Even though so many Baltimore Orioles “scorched the ball”, as Thomas observed, almost every drive went right to the defense for quick outs. By the sixth inning, the mood changed on the Green Monster. People were asking the Todds if they had looked at the score, in a silent, indifferent code to relate just how crazy the game was getting, with Buchholz yet to give up a hit. The Todds agreed, but nobody was expecting it to actually happen. Buchholz looked the same on every pitch, whether he had perfect location or missed badly.

Thomas, in this interview, remembered the top of the eighth inning the most, because of its incredible moment. Every pitch that Buchholz threw had the fans standing, cheering with joy if it was a strike and a boo for the umpire if it was a ball. Just then, a screaming drive was smashed, which made the crowd deflate by the crack of the bat, thinking it will be a base hit. Not to be outdone, Red Sox second baseman Dustin Pedroia “stabs it” with his glove, which made a quick jubilation that was only made into an amazing uproar of happiness, as Pedroia made a quick throw to first base to double-up the base runner.

All of it happened in a second, but it was something that jumped right to the hearts of all of Red Sox Nation in the crowd, including the Todds. Everyone was high-fiving each other and hugging. Thomas didn’t even know the men standing with him, but they embraced like they were long-lost family members, finally united. After the quick ninth inning, the buzz around Fenway was electric. Everyone proceeded to laugh, cheer, scream, and sing together. It blew away the Todds, to no end.

Especially much later, as Father Todd went for a doctor’s appointment, back in Canada, a few weeks later. He sat down and noticed the latest edition of Sports Illustrated. It had Buchholz on the cover, along with two men way into the background. From the angle that the photographer took, you could just make out Father Todd, looking down at his scorecard to record yet another of Buchholz’s nine strikeouts. Right beside the sagely scorekeeper was Thomas, or, at least, the bottom half of him, as he was standing and cheering for the result of the pitch.

The magazine recorded Buchholz throwing 115 pitches, 75 of them for strikes in nine innings, and had our two heroes captured, for the rest of the sporting world to see. All three men earned the victory that night. Well … except the Mound Ball cup. Thomas was quick not to continue with how that game ended.

The one thing that Thomas wanted to stress with this story was how deeply that family connection is in Boston. His family was made to feel like home. Everyone in Boston wears Red Sox clothing on game days, throughout the city. “The Celtics can win all of the championships they want. The Bruins can win. The Pats can have another dynasty, all they want. The Red Sox ARE Boston.”
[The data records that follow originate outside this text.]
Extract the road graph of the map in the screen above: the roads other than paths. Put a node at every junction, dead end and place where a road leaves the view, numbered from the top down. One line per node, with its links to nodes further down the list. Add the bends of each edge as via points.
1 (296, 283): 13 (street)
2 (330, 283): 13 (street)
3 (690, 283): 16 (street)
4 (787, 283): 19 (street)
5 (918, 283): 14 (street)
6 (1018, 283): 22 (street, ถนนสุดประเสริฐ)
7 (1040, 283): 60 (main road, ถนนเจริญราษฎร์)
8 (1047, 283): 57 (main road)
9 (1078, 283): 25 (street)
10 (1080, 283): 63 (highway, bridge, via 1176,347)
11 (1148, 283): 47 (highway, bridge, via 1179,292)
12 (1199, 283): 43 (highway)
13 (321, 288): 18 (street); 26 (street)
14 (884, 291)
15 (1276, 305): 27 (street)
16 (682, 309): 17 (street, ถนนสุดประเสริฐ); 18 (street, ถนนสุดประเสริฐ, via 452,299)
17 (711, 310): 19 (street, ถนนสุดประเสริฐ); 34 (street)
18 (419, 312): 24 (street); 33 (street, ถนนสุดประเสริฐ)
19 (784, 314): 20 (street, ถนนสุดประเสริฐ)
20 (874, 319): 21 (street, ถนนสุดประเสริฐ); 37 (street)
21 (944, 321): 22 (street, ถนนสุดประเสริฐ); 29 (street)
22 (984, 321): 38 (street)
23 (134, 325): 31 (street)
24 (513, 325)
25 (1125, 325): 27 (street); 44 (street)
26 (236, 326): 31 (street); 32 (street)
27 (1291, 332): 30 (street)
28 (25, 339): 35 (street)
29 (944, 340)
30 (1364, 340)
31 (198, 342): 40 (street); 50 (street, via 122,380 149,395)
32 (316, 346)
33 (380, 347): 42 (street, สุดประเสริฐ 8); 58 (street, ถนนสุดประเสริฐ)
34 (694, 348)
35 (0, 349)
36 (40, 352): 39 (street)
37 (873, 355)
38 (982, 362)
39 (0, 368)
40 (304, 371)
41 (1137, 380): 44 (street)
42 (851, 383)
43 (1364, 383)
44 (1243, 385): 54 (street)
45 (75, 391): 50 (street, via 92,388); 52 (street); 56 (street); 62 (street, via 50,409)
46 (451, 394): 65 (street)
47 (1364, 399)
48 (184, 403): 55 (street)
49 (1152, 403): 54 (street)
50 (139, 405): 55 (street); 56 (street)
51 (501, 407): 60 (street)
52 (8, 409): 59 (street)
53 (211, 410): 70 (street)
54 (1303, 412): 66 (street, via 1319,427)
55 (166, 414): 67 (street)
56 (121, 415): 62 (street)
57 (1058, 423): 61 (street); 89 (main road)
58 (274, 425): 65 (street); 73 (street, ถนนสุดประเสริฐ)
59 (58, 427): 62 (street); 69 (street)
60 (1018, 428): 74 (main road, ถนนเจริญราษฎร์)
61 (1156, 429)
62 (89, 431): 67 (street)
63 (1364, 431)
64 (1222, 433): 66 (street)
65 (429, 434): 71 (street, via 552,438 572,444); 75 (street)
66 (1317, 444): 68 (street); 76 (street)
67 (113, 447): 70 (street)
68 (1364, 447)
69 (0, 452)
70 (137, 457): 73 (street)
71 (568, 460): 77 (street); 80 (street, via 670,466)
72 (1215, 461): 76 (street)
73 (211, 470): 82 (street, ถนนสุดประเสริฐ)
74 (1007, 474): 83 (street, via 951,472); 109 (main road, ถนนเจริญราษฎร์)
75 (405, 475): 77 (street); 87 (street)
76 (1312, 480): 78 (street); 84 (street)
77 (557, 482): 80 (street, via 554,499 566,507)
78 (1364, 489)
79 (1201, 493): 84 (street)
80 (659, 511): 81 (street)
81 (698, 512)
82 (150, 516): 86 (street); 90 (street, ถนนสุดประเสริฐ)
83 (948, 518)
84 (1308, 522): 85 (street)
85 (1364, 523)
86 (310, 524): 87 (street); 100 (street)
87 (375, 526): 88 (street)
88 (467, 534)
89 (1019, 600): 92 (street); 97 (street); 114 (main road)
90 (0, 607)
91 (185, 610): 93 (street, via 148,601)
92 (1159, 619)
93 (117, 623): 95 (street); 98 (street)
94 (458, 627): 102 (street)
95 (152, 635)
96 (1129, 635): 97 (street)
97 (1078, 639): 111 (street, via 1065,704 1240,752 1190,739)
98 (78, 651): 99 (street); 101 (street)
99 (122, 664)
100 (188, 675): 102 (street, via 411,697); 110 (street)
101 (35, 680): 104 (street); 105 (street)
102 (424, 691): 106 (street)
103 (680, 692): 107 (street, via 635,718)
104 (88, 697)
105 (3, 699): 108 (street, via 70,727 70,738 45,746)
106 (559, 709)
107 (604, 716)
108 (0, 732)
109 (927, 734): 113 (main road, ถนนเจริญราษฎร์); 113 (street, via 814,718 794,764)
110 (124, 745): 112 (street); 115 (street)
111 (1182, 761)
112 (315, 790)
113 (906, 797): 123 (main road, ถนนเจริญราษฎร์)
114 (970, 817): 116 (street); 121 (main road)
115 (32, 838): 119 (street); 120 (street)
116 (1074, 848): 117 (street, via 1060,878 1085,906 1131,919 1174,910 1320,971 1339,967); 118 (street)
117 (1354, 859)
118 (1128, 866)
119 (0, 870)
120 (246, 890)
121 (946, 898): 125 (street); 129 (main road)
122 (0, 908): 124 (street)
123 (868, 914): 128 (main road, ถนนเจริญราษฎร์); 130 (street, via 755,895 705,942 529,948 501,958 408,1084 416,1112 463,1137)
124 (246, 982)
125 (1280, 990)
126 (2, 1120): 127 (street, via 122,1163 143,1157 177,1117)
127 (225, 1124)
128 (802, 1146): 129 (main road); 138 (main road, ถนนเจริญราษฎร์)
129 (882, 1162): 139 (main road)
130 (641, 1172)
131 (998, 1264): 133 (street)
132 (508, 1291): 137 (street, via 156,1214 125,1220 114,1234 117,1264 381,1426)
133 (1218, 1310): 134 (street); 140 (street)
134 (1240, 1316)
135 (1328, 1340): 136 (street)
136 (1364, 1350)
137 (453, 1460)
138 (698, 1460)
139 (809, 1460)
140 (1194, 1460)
His proof was another event at the game, on the Green Monster, that could have gone unnoticed by others watching on television. Kevin Youkilis hit a home run that night, right into the stands on top of the wall in right field. It went right to his family, whom happened to be there that night, with the Todds being made aware of it. Thomas said that “it was like Youk meant to do it. Like it was done for them, to make their night even better.”

That blue-collar philosophy, working hard to support the family, with the beards and the tarnished appearances, is reflected in the people of Boston, in a completely complimentary way. The Red Sox are not clean-shaven, in pin-striped uniforms like the dreaded New York Yankees. Neither are the fans. They are just working-class, wholesome people who treat you like their own family, if you show your pride for the family values. The biggest rule: you cheer for the Red Sox.

A great game turned into a great story, that will be retold again and again to further descendants of the Todds. It’s a story that happened to the whole Todd family, all 36 819 of them in attendance and the millions of them watching at home. Red Sox Nation and the Todds? Same thing. It felt like destiny that the Todds would see that game, and realize how big their family really is.